Case Study 35.2: Event-Driven Architecture with Kafka and DB2

Background

Meridian National Bank's fraud detection system operates as a nightly batch process. A COBOL program reads the day's transactions from DB2, applies 23 rule-based checks (unusual amounts, geographic anomalies, velocity patterns), and generates a fraud report that analysts review the next morning.

The problem: by the time analysts see the report, fraudulent transactions are 12-18 hours old. Stolen cards have been used for multiple purchases. Account takeover attacks have drained balances. The bank's fraud losses have increased 34% year over year.

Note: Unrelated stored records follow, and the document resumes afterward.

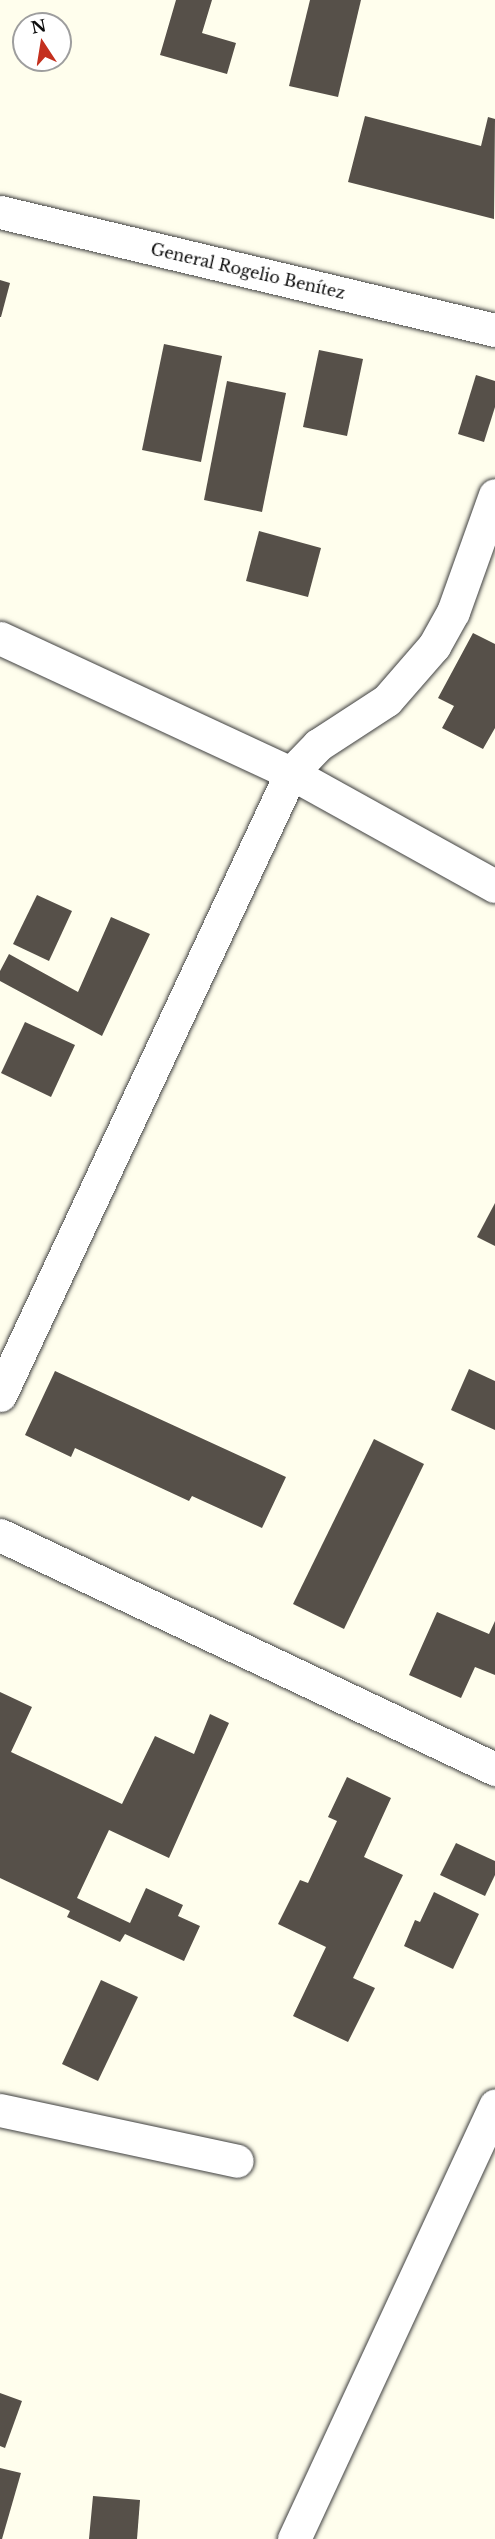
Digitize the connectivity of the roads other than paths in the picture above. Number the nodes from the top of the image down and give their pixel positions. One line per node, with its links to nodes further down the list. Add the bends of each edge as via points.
1 (0, 212): 2 (street, General Rogelio Benítez)
2 (495, 330)
3 (495, 495): 5 (street, via 453,612 434,646 387,699 318,745)
4 (0, 638): 5 (street)
5 (291, 772): 6 (street); 7 (street)
6 (495, 886)
7 (0, 1395)
8 (0, 1534): 9 (street)
9 (495, 1769)
10 (495, 2105): 13 (street)
11 (0, 2110): 12 (street)
12 (237, 2161)
13 (294, 2539)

The mandate: detect and respond to potential fraud within 30 seconds of a suspicious transaction.

The Challenge

Build a real-time fraud detection system that: - Processes every transaction within seconds of it hitting DB2 - Applies the same 23 rules as the batch system (regulatory requirement) - Adds ML-based anomaly detection for patterns the rules miss - Automatically freezes accounts when confidence exceeds a threshold - Notifies customers immediately via push notification and SMS - Maintains a complete audit trail for regulatory review - Operates alongside (not replacing) the existing batch system during a 6-month parallel run

Architecture

[DB2 z/OS]
  TRANSACTIONS table (CDC enabled)
  ACCOUNTS table (CDC enabled)
      |
      v  (InfoSphere Data Replication → Kafka)
[Kafka Cluster]
  meridian.cdc.TRANSACTIONS
  meridian.cdc.ACCOUNTS
      |
  +---+---+---+
  |       |       |
  v       v       v
[Rule     [ML      [Notification
 Engine]   Model]    Service]
  |       |       |
  +---+---+       |
      |           |
      v           v
[Fraud    [Push / SMS
 Decision  Gateway]
 Service]
      |
      v
[DB2: PROC_FREEZE_ACCOUNT]
[DB2: FRAUD_ALERTS table]

Implementation

Phase 1: CDC Pipeline

Enable CDC on DB2 z/OS:

The DBA team enabled data capture on the TRANSACTIONS and ACCOUNTS tables. On z/OS, this uses DB2's built-in log-based capture mechanism via InfoSphere Data Replication (IIDR).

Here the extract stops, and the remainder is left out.